TASK BRIEF:
The copy must match the data below line for line and contain no images.

(Source records)
________

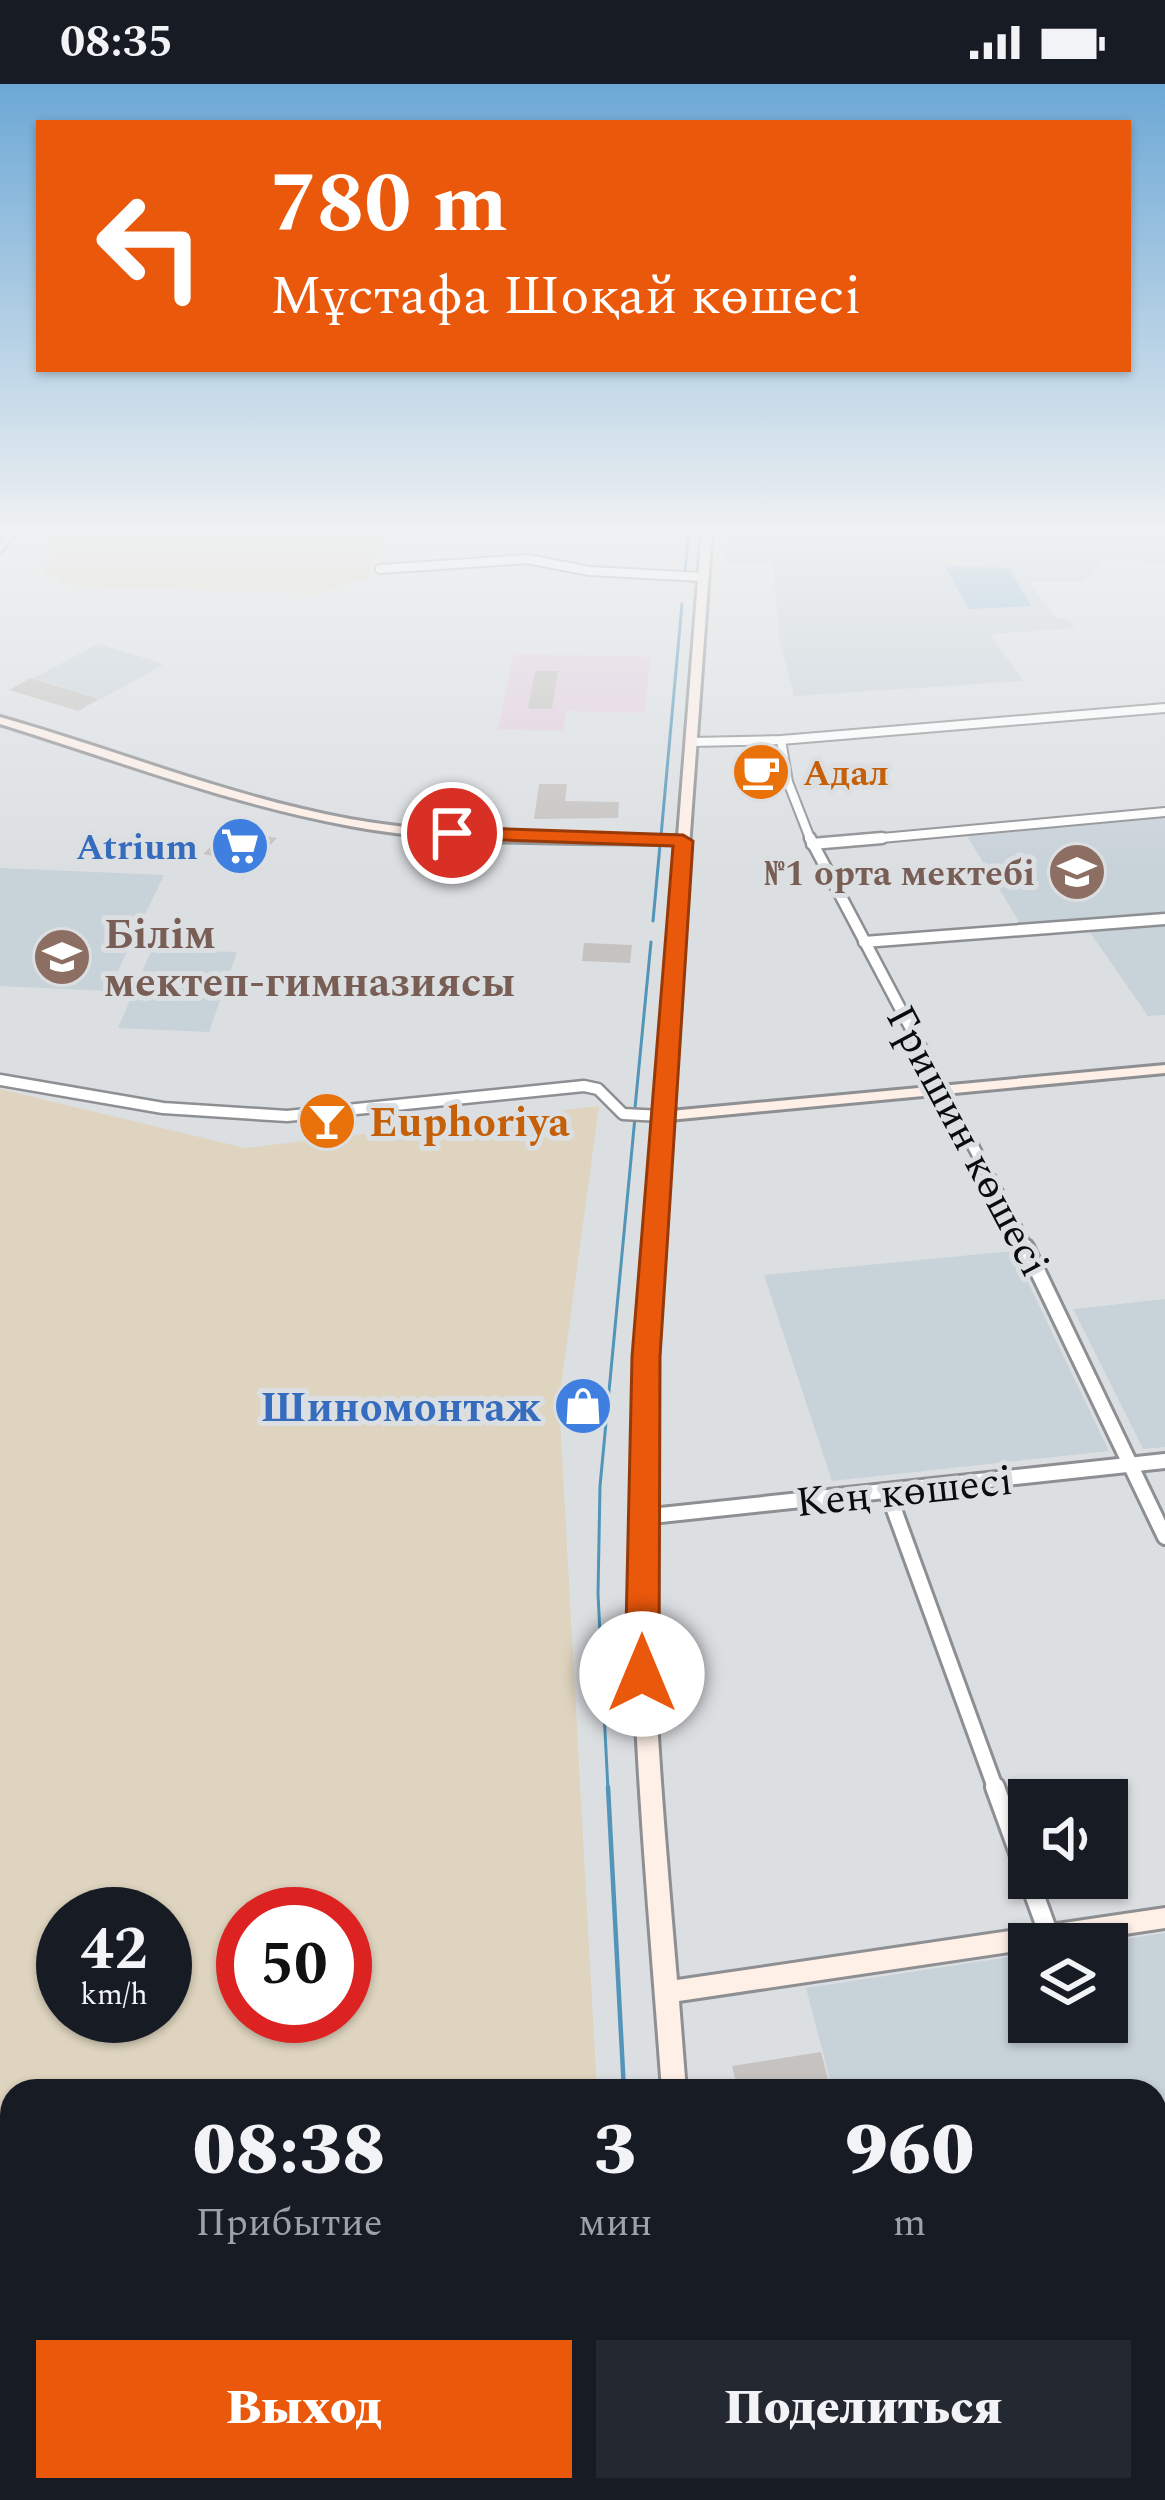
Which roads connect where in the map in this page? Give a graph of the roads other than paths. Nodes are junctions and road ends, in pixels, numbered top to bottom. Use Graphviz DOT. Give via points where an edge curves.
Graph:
graph roads {
  1 [pos="698,642"];
  2 [pos="1165,709"];
  3 [pos="0,720"];
  4 [pos="781,740"];
  5 [pos="692,742"];
  6 [pos="1165,812"];
  7 [pos="683,841"];
  8 [pos="812,844"];
  9 [pos="1165,919"];
  10 [pos="864,942"];
  11 [pos="1165,1069"];
  12 [pos="0,1080"];
  13 [pos="942,1089"];
  14 [pos="654,1116"];
  15 [pos="1165,1461"];
  16 [pos="1128,1464"];
  17 [pos="888,1493"];
  18 [pos="642,1517"];
  19 [pos="1165,1537"];
  20 [pos="1165,1918"];
  21 [pos="1044,1923"];
  22 [pos="1128,1923"];
  23 [pos="1008,1941"];
  24 [pos="666,1992"];
  25 [pos="673,2079"];
  1 -- 5 [label="main road"];
  2 -- 4 [label="street"];
  3 -- 7 [label="main road" via="353,823"];
  4 -- 5 [label="street"];
  4 -- 8 [label="street, Гришин көшесі"];
  5 -- 7 [label="main road"];
  6 -- 8 [label="street"];
  7 -- 14 [label="main road"];
  8 -- 10 [label="street, Гришин көшесі"];
  9 -- 10 [label="street"];
  10 -- 13 [label="street, Гришин көшесі"];
  11 -- 13 [label="main road"];
  12 -- 14 [label="street" via="196,1109 323,1114 584,1087 631,1116"];
  13 -- 14 [label="main road"];
  13 -- 16 [label="street, Гришин көшесі" via="1054,1299"];
  14 -- 18 [label="main road"];
  15 -- 16 [label="street, Кең көшесі"];
  16 -- 17 [label="street, Кең көшесі"];
  16 -- 19 [label="street, Гришин көшесі"];
  17 -- 18 [label="street, Кең көшесі"];
  17 -- 21 [label="street"];
  18 -- 24 [label="main road" via="642,1674"];
  20 -- 22 [label="main road"];
  23 -- 24 [label="main road"];
  24 -- 25 [label="main road"];
}
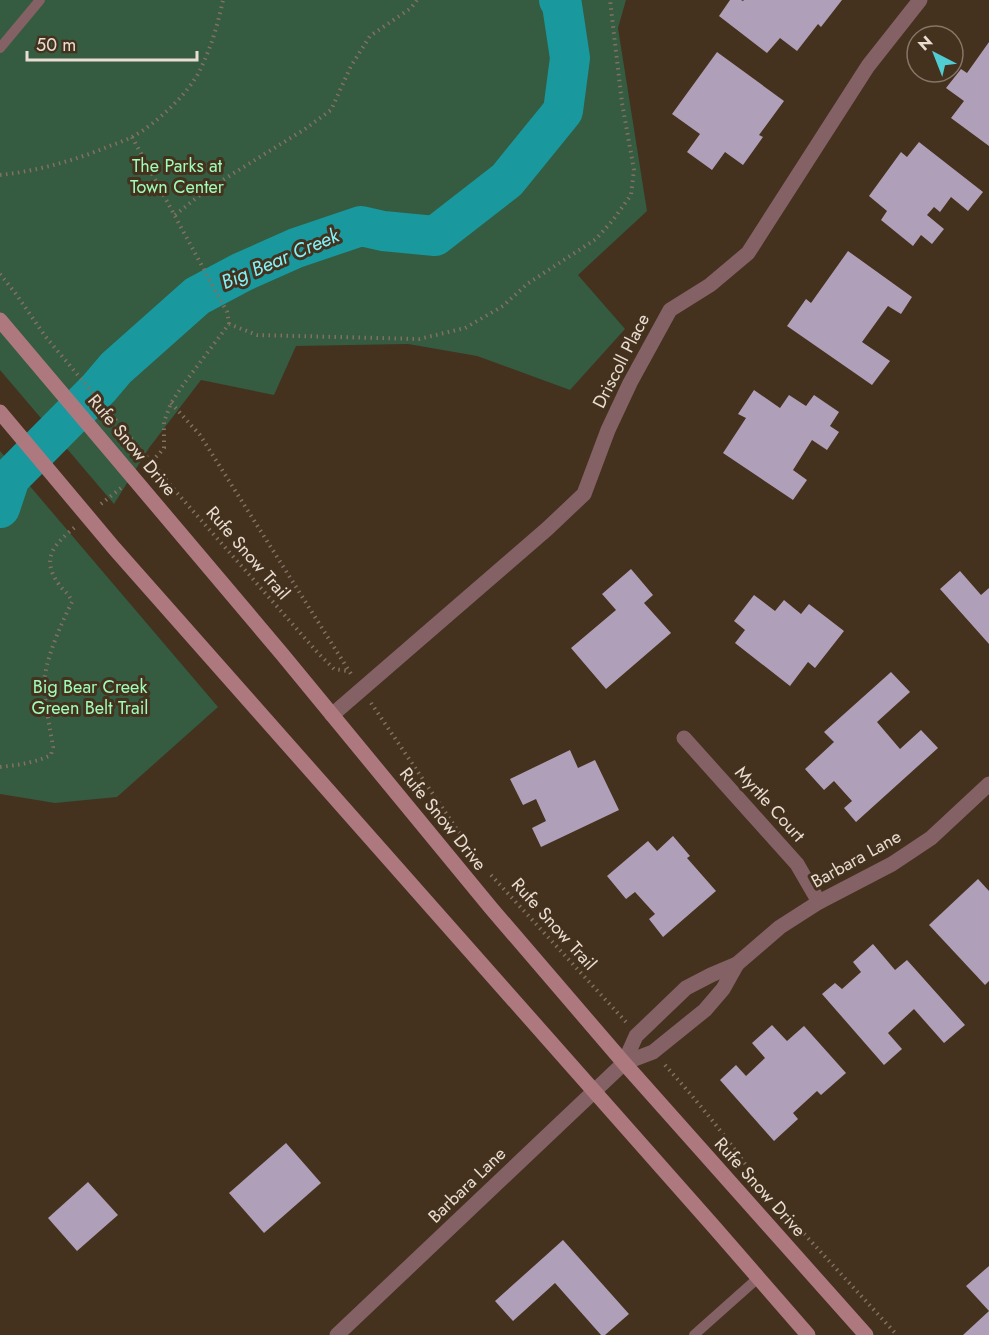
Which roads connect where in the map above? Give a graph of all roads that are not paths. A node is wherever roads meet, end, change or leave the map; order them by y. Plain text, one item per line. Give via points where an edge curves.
1 (40, 0) edge
2 (920, 0) edge
3 (0, 48) edge
4 (0, 320) edge
5 (0, 412) edge
6 (332, 715) junction
7 (684, 738) dead end
8 (989, 784) edge
9 (819, 902) junction
10 (737, 964) junction
11 (624, 1063) junction
12 (593, 1092) junction
13 (758, 1278) junction
14 (338, 1335) edge
15 (694, 1335) edge
16 (808, 1335) edge
17 (866, 1335) edge

1 - 3 lane
2 - 6 street, Driscoll Place via 868,66 748,253 710,285 670,310 608,430 584,494 548,530
4 - 6 main road, Rufe Snow Drive
5 - 12 main road via 114,548
6 - 11 main road, Rufe Snow Drive
7 - 9 street, Myrtle Court via 797,864
8 - 9 street, Barbara Lane via 931,838 892,864
9 - 10 street, Barbara Lane via 780,927
10 - 11 street, Barbara Lane via 705,1010 653,1052
10 - 11 street, Barbara Lane via 687,988 637,1035
11 - 12 street, Barbara Lane
11 - 17 main road, Rufe Snow Drive
12 - 13 main road
12 - 14 street, Barbara Lane
13 - 15 lane
13 - 16 main road

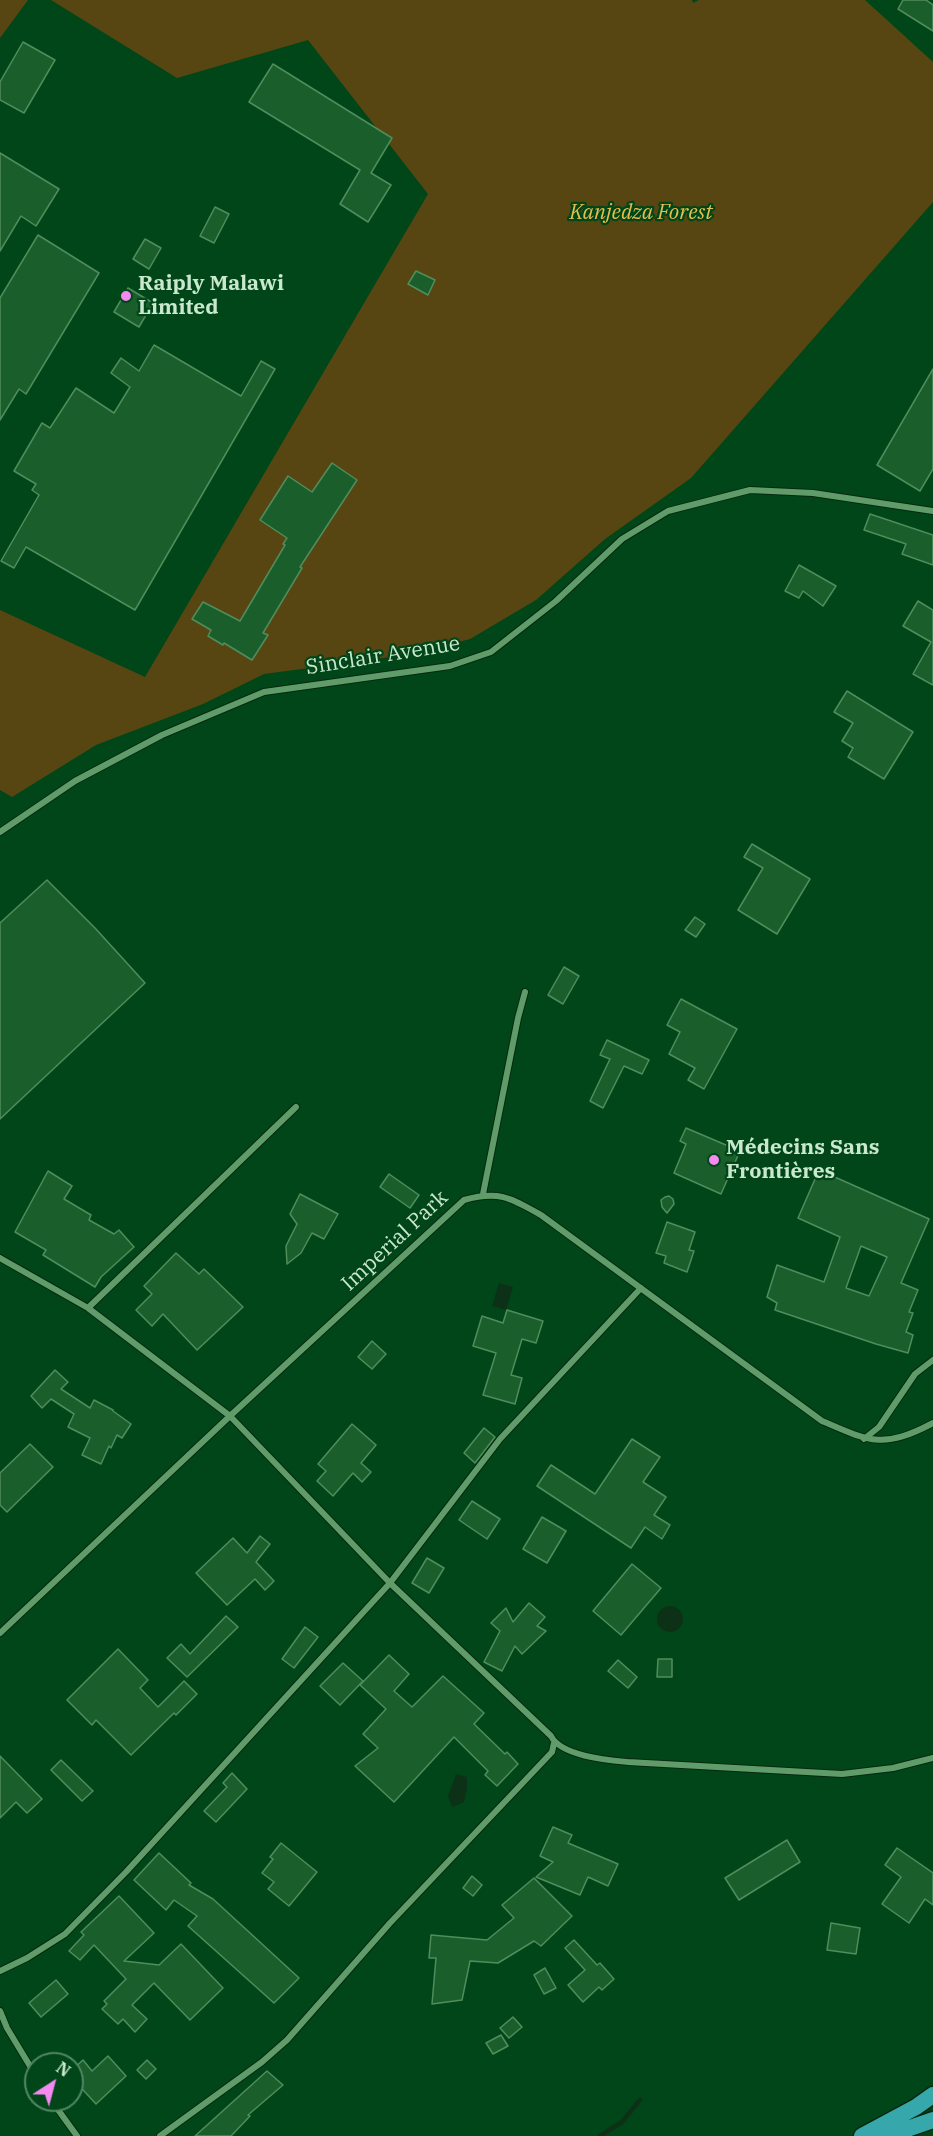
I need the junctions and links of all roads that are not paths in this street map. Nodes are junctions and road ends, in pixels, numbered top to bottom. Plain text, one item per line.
1 (933, 511) edge
2 (0, 832) edge
3 (525, 992) dead end
4 (297, 1107) dead end
5 (483, 1194) junction
6 (1, 1262) edge
7 (641, 1288) junction
8 (88, 1308) junction
9 (933, 1360) edge
10 (230, 1416) junction
11 (933, 1423) edge
12 (864, 1439) junction
13 (390, 1583) junction
14 (0, 1633) edge
15 (554, 1743) junction
16 (933, 1758) edge
17 (0, 1971) edge
18 (0, 2011) edge
19 (24, 2056) edge
20 (933, 2095) edge
21 (60, 2112) edge
22 (933, 2120) edge
23 (77, 2136) edge
24 (160, 2136) edge
25 (862, 2136) edge
26 (887, 2136) edge

1 - 2 street, Sinclair Avenue
3 - 5 street
4 - 8 street
5 - 7 street, Imperial Park
5 - 10 street, Imperial Park
6 - 8 street
7 - 12 street, Imperial Park
7 - 13 street
8 - 10 street
9 - 12 street
10 - 13 street
10 - 14 street, Imperial Park
11 - 12 street, Imperial Park
13 - 15 street
13 - 17 street
15 - 16 street
15 - 24 street
18 - 19 street
20 - 25 highway
21 - 23 street
22 - 26 highway

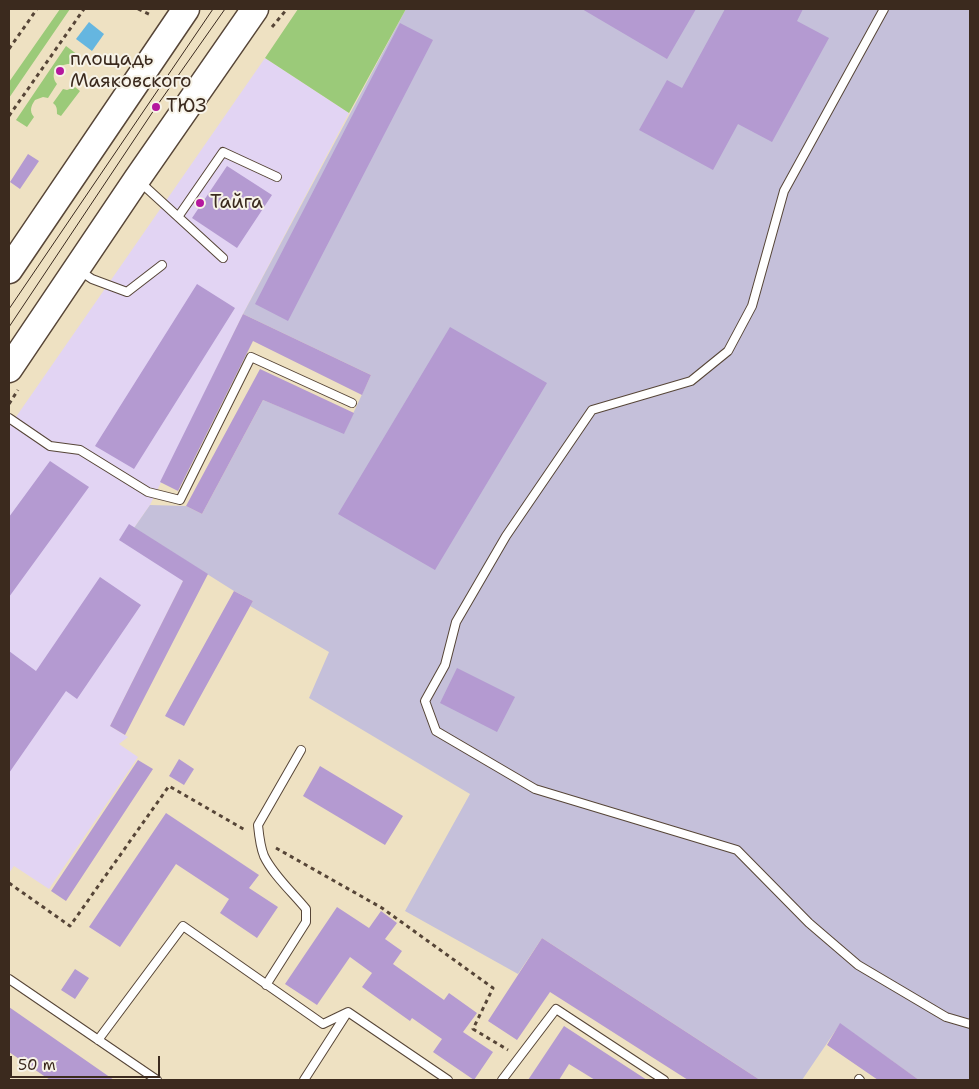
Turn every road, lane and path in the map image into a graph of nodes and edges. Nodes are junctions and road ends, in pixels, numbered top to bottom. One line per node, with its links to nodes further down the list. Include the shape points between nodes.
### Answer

________

OUTPUT FOR THIS TASK:
Which roads connect where in the map in this page? Give a graph of the roads other than paths. Nodes are junctions and road ends, in pixels, numbered top to bottom. Use Graphviz DOT. Give via points where an edge curves.
Graph:
graph roads {
  1 [pos="698,642"];
  2 [pos="1165,709"];
  3 [pos="0,720"];
  4 [pos="781,740"];
  5 [pos="692,742"];
  6 [pos="1165,812"];
  7 [pos="683,841"];
  8 [pos="812,844"];
  9 [pos="1165,919"];
  10 [pos="864,942"];
  11 [pos="1165,1069"];
  12 [pos="0,1080"];
  13 [pos="942,1089"];
  14 [pos="654,1116"];
  15 [pos="1165,1461"];
  16 [pos="1128,1464"];
  17 [pos="888,1493"];
  18 [pos="642,1517"];
  19 [pos="1165,1537"];
  20 [pos="1165,1918"];
  21 [pos="1044,1923"];
  22 [pos="1128,1923"];
  23 [pos="1008,1941"];
  24 [pos="666,1992"];
  25 [pos="673,2079"];
  1 -- 5 [label="main road"];
  2 -- 4 [label="street"];
  3 -- 7 [label="main road" via="353,823"];
  4 -- 5 [label="street"];
  4 -- 8 [label="street, Гришин көшесі"];
  5 -- 7 [label="main road"];
  6 -- 8 [label="street"];
  7 -- 14 [label="main road"];
  8 -- 10 [label="street, Гришин көшесі"];
  9 -- 10 [label="street"];
  10 -- 13 [label="street, Гришин көшесі"];
  11 -- 13 [label="main road"];
  12 -- 14 [label="street" via="196,1109 323,1114 584,1087 631,1116"];
  13 -- 14 [label="main road"];
  13 -- 16 [label="street, Гришин көшесі" via="1054,1299"];
  14 -- 18 [label="main road"];
  15 -- 16 [label="street, Кең көшесі"];
  16 -- 17 [label="street, Кең көшесі"];
  16 -- 19 [label="street, Гришин көшесі"];
  17 -- 18 [label="street, Кең көшесі"];
  17 -- 21 [label="street"];
  18 -- 24 [label="main road" via="642,1674"];
  20 -- 22 [label="main road"];
  23 -- 24 [label="main road"];
  24 -- 25 [label="main road"];
}
Which roads connect where in the map above? Give a graph of all roads that are not paths. A node is wherever roads meet, end, change or leave the map; order them by y. Plain text, one item per line. Give via points where an edge curves.
1 (40, 0) edge
2 (920, 0) edge
3 (0, 48) edge
4 (0, 320) edge
5 (0, 412) edge
6 (332, 715) junction
7 (684, 738) dead end
8 (989, 784) edge
9 (819, 902) junction
10 (737, 964) junction
11 (624, 1063) junction
12 (593, 1092) junction
13 (758, 1278) junction
14 (338, 1335) edge
15 (694, 1335) edge
16 (808, 1335) edge
17 (866, 1335) edge

1 - 3 lane
2 - 6 street, Driscoll Place via 868,66 748,253 710,285 670,310 608,430 584,494 548,530
4 - 6 main road, Rufe Snow Drive
5 - 12 main road via 114,548
6 - 11 main road, Rufe Snow Drive
7 - 9 street, Myrtle Court via 797,864
8 - 9 street, Barbara Lane via 931,838 892,864
9 - 10 street, Barbara Lane via 780,927
10 - 11 street, Barbara Lane via 705,1010 653,1052
10 - 11 street, Barbara Lane via 687,988 637,1035
11 - 12 street, Barbara Lane
11 - 17 main road, Rufe Snow Drive
12 - 13 main road
12 - 14 street, Barbara Lane
13 - 15 lane
13 - 16 main road

I need the junctions and links of all roads that are not paths in this street map. Nodes are junctions and road ends, in pixels, numbered top to bottom. Plain text, one item per line.
1 (933, 511) edge
2 (0, 832) edge
3 (525, 992) dead end
4 (297, 1107) dead end
5 (483, 1194) junction
6 (1, 1262) edge
7 (641, 1288) junction
8 (88, 1308) junction
9 (933, 1360) edge
10 (230, 1416) junction
11 (933, 1423) edge
12 (864, 1439) junction
13 (390, 1583) junction
14 (0, 1633) edge
15 (554, 1743) junction
16 (933, 1758) edge
17 (0, 1971) edge
18 (0, 2011) edge
19 (24, 2056) edge
20 (933, 2095) edge
21 (60, 2112) edge
22 (933, 2120) edge
23 (77, 2136) edge
24 (160, 2136) edge
25 (862, 2136) edge
26 (887, 2136) edge

1 - 2 street, Sinclair Avenue
3 - 5 street
4 - 8 street
5 - 7 street, Imperial Park
5 - 10 street, Imperial Park
6 - 8 street
7 - 12 street, Imperial Park
7 - 13 street
8 - 10 street
9 - 12 street
10 - 13 street
10 - 14 street, Imperial Park
11 - 12 street, Imperial Park
13 - 15 street
13 - 17 street
15 - 16 street
15 - 24 street
18 - 19 street
20 - 25 highway
21 - 23 street
22 - 26 highway

Turn every road, lane and path in the map image into a graph of nodes and edges. Nodes are junctions and road ends, in pixels, numbered top to bottom. One line per node, with its links to nodes further down the list. Include the shape points between nodes.
### Answer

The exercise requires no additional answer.